Resting Safe: Houseless Community Control of Urban Space

“Resting Safe: Houseless Community Control of Urban Space”

Erin Goodling (University of Oregon), Melanie Malone (University of Washington, Bothell), Christine Hawn (University of Maryland, Baltimore County) and Ibrahim Mubarak and Lisa Fay (Right 2 Survive)

RESTING SAFE (https://www.restingsafe.org) addresses homelessness not solely through a lens of housing, which is how it’s usually framed, but also as an interconnected police violence and environmental justice issue. One of the most defining and traumatizing things about being houseless is being swept – evicted – over and over and over. Something that most people don’t think about is that these sweeps are directly tied to exposure to environmental hazards for houseless people, including air pollution, soil contamination, fire danger, rodents, and floods. When police evict houseless people from commercial and residential neighborhoods, they often end up in highly toxic places, like in industrial areas and under freeway overpasses.

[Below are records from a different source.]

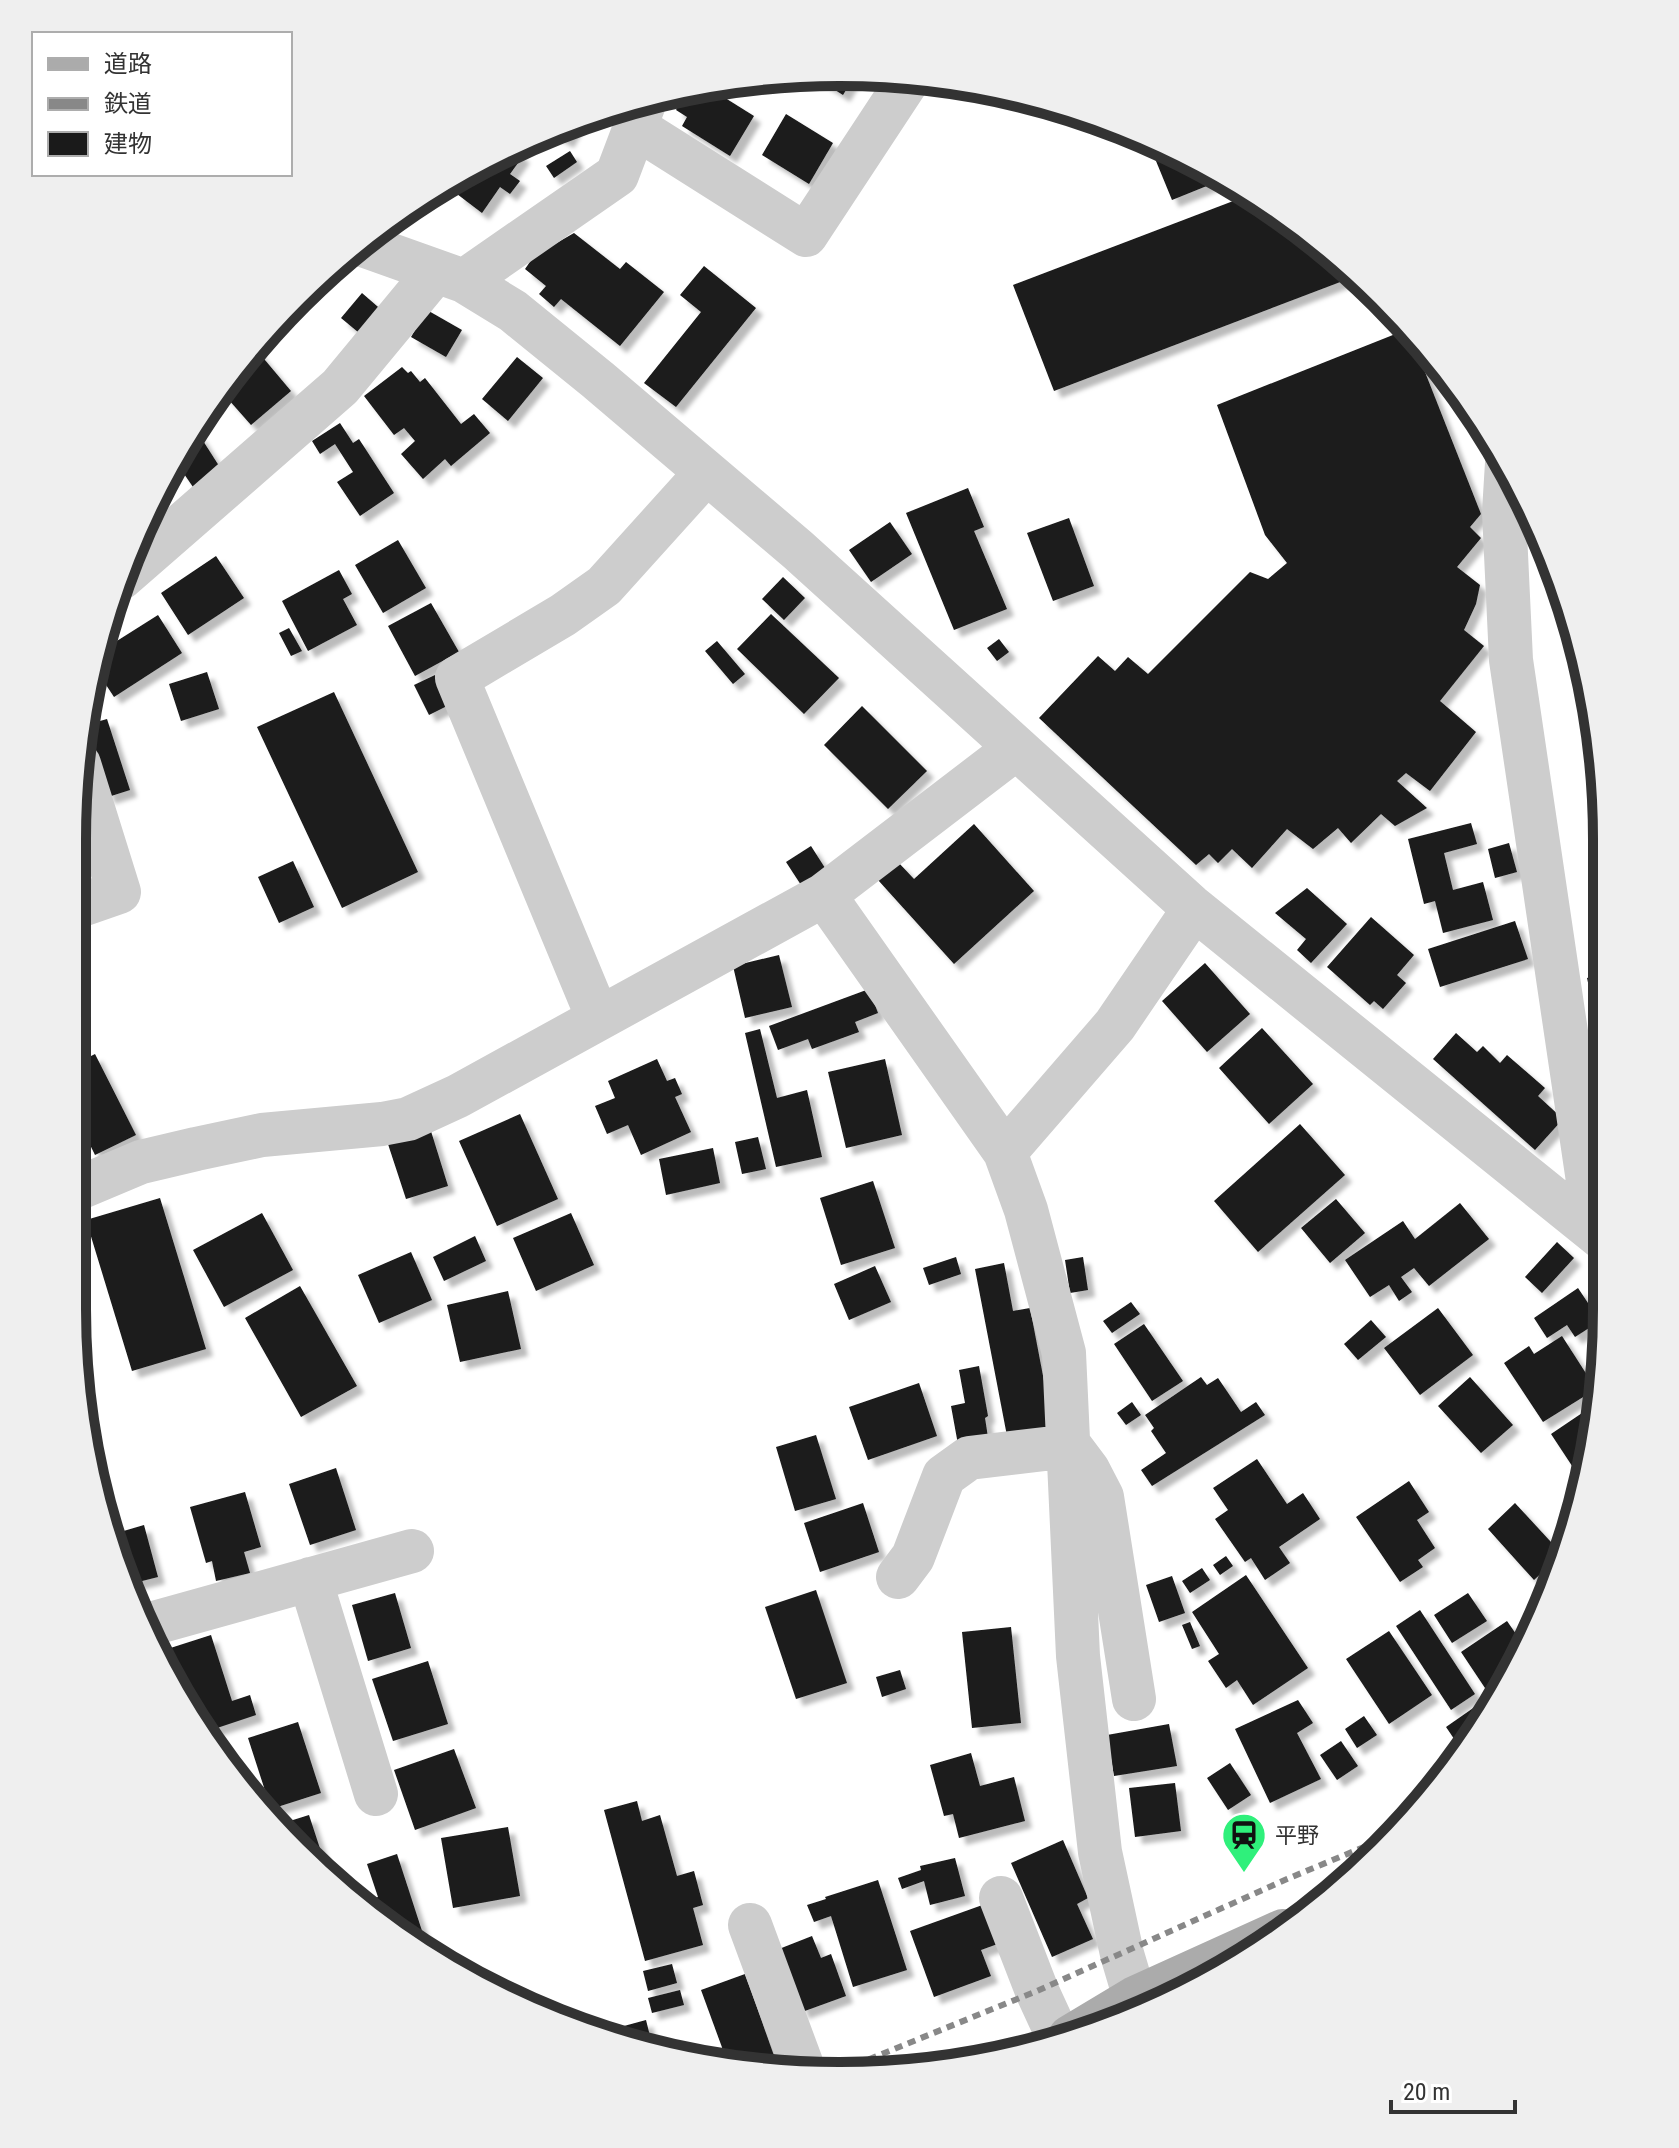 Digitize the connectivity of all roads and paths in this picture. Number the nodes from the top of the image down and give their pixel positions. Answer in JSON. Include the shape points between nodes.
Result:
{"nodes":[{"id":1,"x":902,"y":89,"type":"edge"},
{"id":2,"x":640,"y":114,"type":"edge"},
{"id":3,"x":373,"y":249,"type":"edge"},
{"id":4,"x":450,"y":276,"type":"junction"},
{"id":5,"x":706,"y":473,"type":"junction"},
{"id":6,"x":1505,"y":488,"type":"edge"},
{"id":7,"x":164,"y":523,"type":"edge"},
{"id":8,"x":144,"y":548,"type":"edge"},
{"id":9,"x":1015,"y":749,"type":"junction"},
{"id":10,"x":88,"y":792,"type":"edge"},
{"id":11,"x":824,"y":895,"type":"junction"},
{"id":12,"x":86,"y":903,"type":"edge"},
{"id":13,"x":1194,"y":909,"type":"junction"},
{"id":14,"x":598,"y":1018,"type":"junction"},
{"id":15,"x":1005,"y":1152,"type":"junction"},
{"id":16,"x":86,"y":1185,"type":"edge"},
{"id":17,"x":1592,"y":1229,"type":"edge"},
{"id":18,"x":1070,"y":1446,"type":"junction"},
{"id":19,"x":412,"y":1551,"type":"dead end"},
{"id":20,"x":898,"y":1577,"type":"dead end"},
{"id":21,"x":310,"y":1579,"type":"junction"},
{"id":22,"x":155,"y":1623,"type":"edge"},
{"id":23,"x":1134,"y":1699,"type":"dead end"},
{"id":24,"x":376,"y":1794,"type":"dead end"},
{"id":25,"x":1001,"y":1898,"type":"dead end"},
{"id":26,"x":750,"y":1925,"type":"dead end"},
{"id":27,"x":1135,"y":2002,"type":"edge"},
{"id":28,"x":1055,"y":2030,"type":"edge"},
{"id":29,"x":800,"y":2060,"type":"edge"}],
"edges":[{"from":1,"to":2,"type":"street","via":[[806,235]]},
{"from":2,"to":4,"type":"street","via":[[617,175]]},
{"from":3,"to":4,"type":"street"},
{"from":4,"to":5,"type":"street","via":[[525,321]]},
{"from":4,"to":7,"type":"street","via":[[340,387]]},
{"from":5,"to":9,"type":"street"},
{"from":5,"to":14,"type":"street","via":[[604,586],[457,678]]},
{"from":6,"to":17,"type":"street","via":[[1511,660]]},
{"from":7,"to":8,"type":"street"},
{"from":9,"to":11,"type":"street"},
{"from":9,"to":13,"type":"street"},
{"from":10,"to":12,"type":"street","via":[[119,892]]},
{"from":11,"to":14,"type":"street"},
{"from":11,"to":15,"type":"street"},
{"from":13,"to":15,"type":"street","via":[[1115,1025]]},
{"from":13,"to":17,"type":"street"},
{"from":14,"to":16,"type":"street","via":[[408,1119],[262,1135],[141,1162]]},
{"from":15,"to":18,"type":"street","via":[[1064,1353]]},
{"from":18,"to":20,"type":"street","via":[[969,1458],[944,1476],[913,1557]]},
{"from":18,"to":23,"type":"street","via":[[1102,1497]]},
{"from":18,"to":27,"type":"street","via":[[1078,1656],[1100,1852]]},
{"from":19,"to":21,"type":"street"},
{"from":21,"to":22,"type":"street"},
{"from":21,"to":24,"type":"street"},
{"from":25,"to":28,"type":"street"},
{"from":26,"to":29,"type":"street"}]}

We’ve conducted interviews on the environmental politics and hazards of homelessness with nearly 50 houseless community leaders across the US over the last 9 months. One person described their community’s site: “We are on clay-ass soil that is hard as hell. This used to be a battery factory; we find batteries buried all over.” Another explained, “On one side is the fire department. On the other side is [an airfield]. There are lots of sirens and planes taking off and landing. Across the street is train tracks. We are at a nexus of noise pollution where no one would ever want to be.”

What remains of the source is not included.